So, games can help shape character goals by their Experience System. Many players are keen on getting their characters to level-up and experience is the achieve that goal. Experience for monsters defeated and treasure won, is encouraging characters to hack and slash their way to glory, at the exclusion of other potential goals.
A different twist on "Monsters Defeated" is to define victory more expansively. This can encourage more thoughtful play. For instance, if rather than killing the entire goblin tribe, we simply convince them to attack a different village, rather than the one we're defending, that might be counted as defeating them for XP award purposes.
Dungeon Crawl Classics encourages much more furtive play, by awarding XP for "Encounters Survived". So even if the party encounters enemies they could beat, it might be worth it for them to come to a non-violent understanding, so as not to deplete their resources.
Similarly, there is the twist on "Treasure Won". Some DMs only award for Treasure Spent.

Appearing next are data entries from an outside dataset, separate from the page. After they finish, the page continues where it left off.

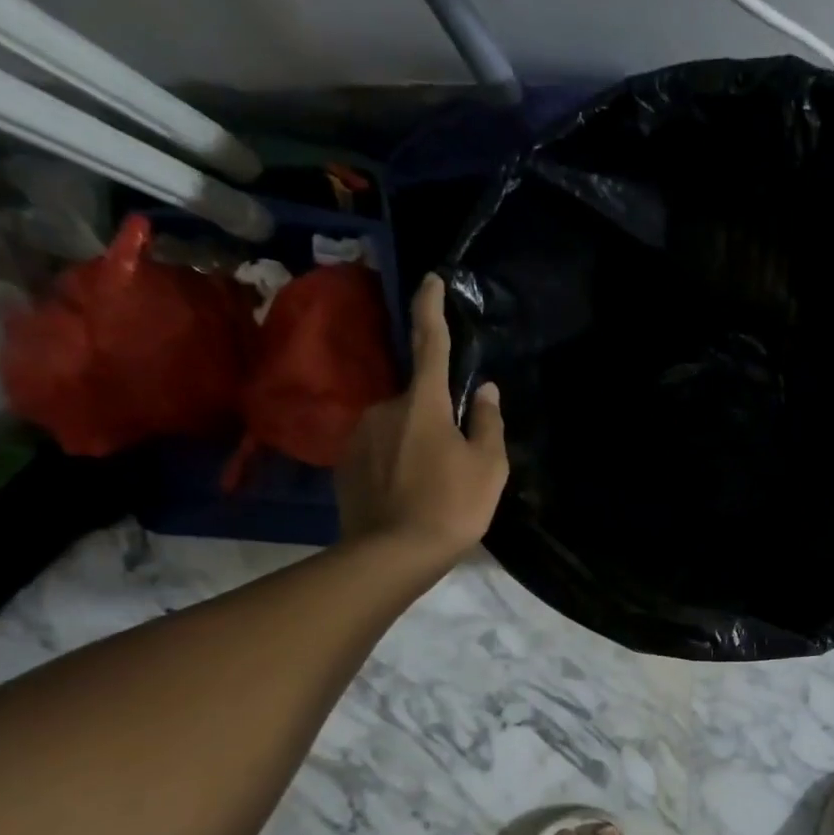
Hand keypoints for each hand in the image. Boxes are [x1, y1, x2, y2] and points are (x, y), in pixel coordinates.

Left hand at [336, 273, 507, 556]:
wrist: (391, 555)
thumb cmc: (451, 506)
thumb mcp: (489, 466)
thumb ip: (488, 422)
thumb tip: (485, 390)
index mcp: (424, 403)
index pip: (430, 342)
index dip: (432, 308)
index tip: (431, 279)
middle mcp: (385, 408)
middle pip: (419, 400)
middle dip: (437, 419)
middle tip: (457, 460)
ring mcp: (359, 436)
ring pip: (398, 427)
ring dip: (417, 443)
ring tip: (433, 486)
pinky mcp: (345, 464)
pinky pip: (380, 450)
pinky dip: (397, 463)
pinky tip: (409, 495)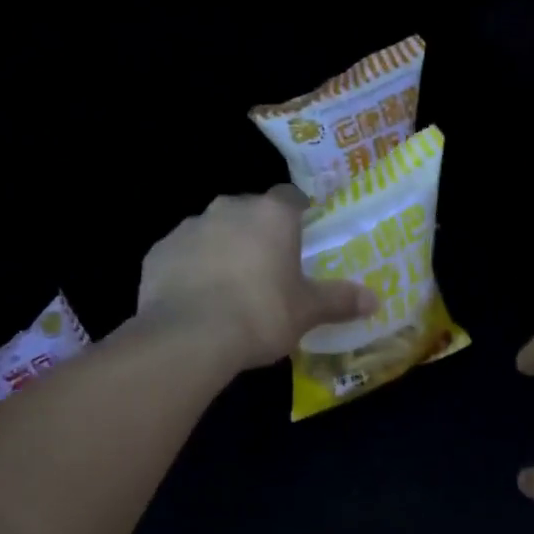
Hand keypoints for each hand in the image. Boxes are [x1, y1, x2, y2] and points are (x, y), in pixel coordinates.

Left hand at [138, 187, 378, 370]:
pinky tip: (197, 299)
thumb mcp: (307, 311)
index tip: (301, 236)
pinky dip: (191, 269)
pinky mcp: (158, 252)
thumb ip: (339, 300)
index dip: (297, 214)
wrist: (189, 336)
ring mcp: (188, 228)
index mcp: (270, 215)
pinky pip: (182, 255)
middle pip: (248, 213)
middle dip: (257, 234)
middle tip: (267, 268)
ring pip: (212, 232)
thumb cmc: (260, 314)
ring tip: (229, 288)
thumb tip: (375, 300)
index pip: (289, 197)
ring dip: (222, 250)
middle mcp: (228, 209)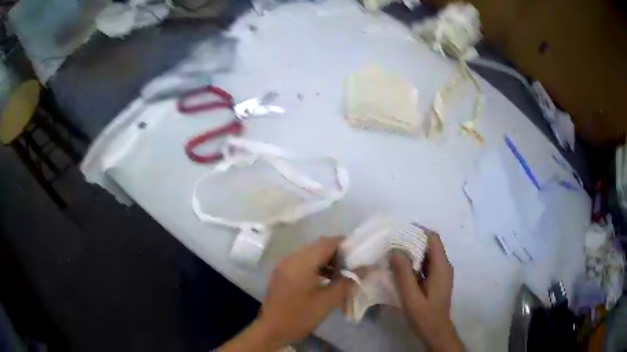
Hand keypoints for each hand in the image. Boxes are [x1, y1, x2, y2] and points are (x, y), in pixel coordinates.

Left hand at [221, 237, 353, 350]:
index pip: (327, 242)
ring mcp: (284, 264)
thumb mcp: (327, 302)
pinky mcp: (281, 272)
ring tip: (339, 274)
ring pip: (309, 253)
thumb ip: (346, 283)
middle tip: (351, 266)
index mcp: (301, 263)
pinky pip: (301, 261)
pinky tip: (324, 279)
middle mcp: (291, 258)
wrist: (272, 330)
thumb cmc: (300, 316)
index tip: (358, 254)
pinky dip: (314, 265)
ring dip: (325, 259)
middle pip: (317, 246)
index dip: (344, 245)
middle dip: (336, 253)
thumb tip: (364, 269)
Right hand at [390, 232, 463, 351]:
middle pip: (430, 245)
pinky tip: (399, 268)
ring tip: (392, 252)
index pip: (433, 239)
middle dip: (412, 240)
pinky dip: (413, 262)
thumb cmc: (424, 316)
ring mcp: (441, 273)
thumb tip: (395, 251)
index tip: (399, 231)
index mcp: (441, 267)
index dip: (418, 231)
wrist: (436, 332)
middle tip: (391, 242)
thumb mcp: (411, 297)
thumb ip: (404, 274)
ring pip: (427, 254)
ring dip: (412, 251)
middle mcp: (444, 266)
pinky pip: (425, 264)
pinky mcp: (436, 280)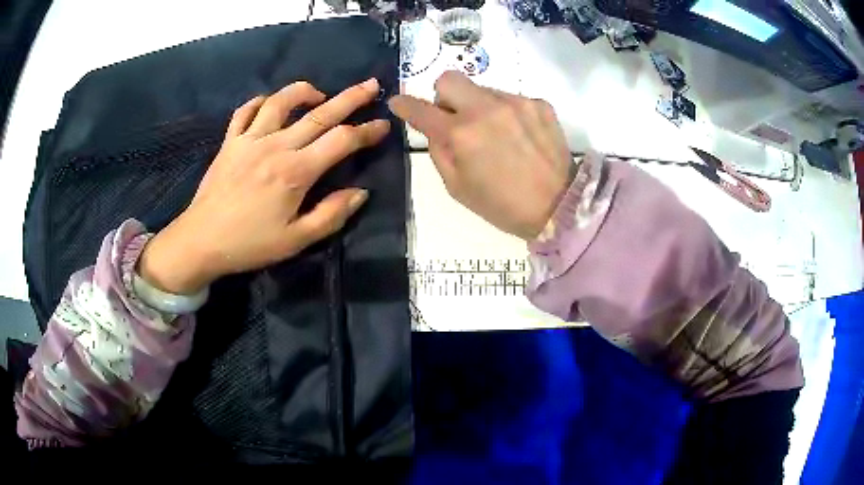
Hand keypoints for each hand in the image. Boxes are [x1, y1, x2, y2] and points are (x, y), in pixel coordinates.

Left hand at [138, 79, 389, 294]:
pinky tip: (270, 104)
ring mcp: (250, 139)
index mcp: (296, 172)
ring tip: (319, 93)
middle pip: (320, 114)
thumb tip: (360, 192)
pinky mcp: (230, 142)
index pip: (341, 141)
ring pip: (281, 101)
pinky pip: (246, 111)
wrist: (201, 241)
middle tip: (371, 85)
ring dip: (304, 91)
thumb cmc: (250, 244)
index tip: (383, 125)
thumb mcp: (296, 241)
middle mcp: (276, 146)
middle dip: (351, 97)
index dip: (366, 131)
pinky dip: (260, 101)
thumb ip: (331, 215)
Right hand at [389, 71, 571, 240]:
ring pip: (482, 89)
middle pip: (449, 78)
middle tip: (456, 119)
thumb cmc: (503, 205)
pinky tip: (519, 134)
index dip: (404, 104)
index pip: (421, 109)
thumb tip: (433, 127)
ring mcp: (516, 102)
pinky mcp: (539, 103)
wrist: (559, 206)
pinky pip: (510, 98)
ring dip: (479, 106)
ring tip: (497, 134)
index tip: (399, 102)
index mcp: (461, 135)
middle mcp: (485, 109)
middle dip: (444, 96)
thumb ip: (438, 151)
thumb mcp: (457, 187)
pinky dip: (506, 112)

This in-turn, encourages adventures to live large and spend their gold like scoundrels.
Finally there are systems which award XP based on roleplaying. Like giving double awards for a knight who jousts and opponent, or a thief who steals things.
So this raises the question: How should XP be awarded for a Pirate Sandbox game?
My answer: XP is only awarded on a boat!
That's right. Going to explore a dungeon? Combats will only gain you 1/2 XP while you're not on a boat. Similarly, treasure XP will only be counted once you haul it back to your ship.
This should encourage PCs to play as mariners, rather than reverting to a bunch of landlubbers with occasional boat-rides.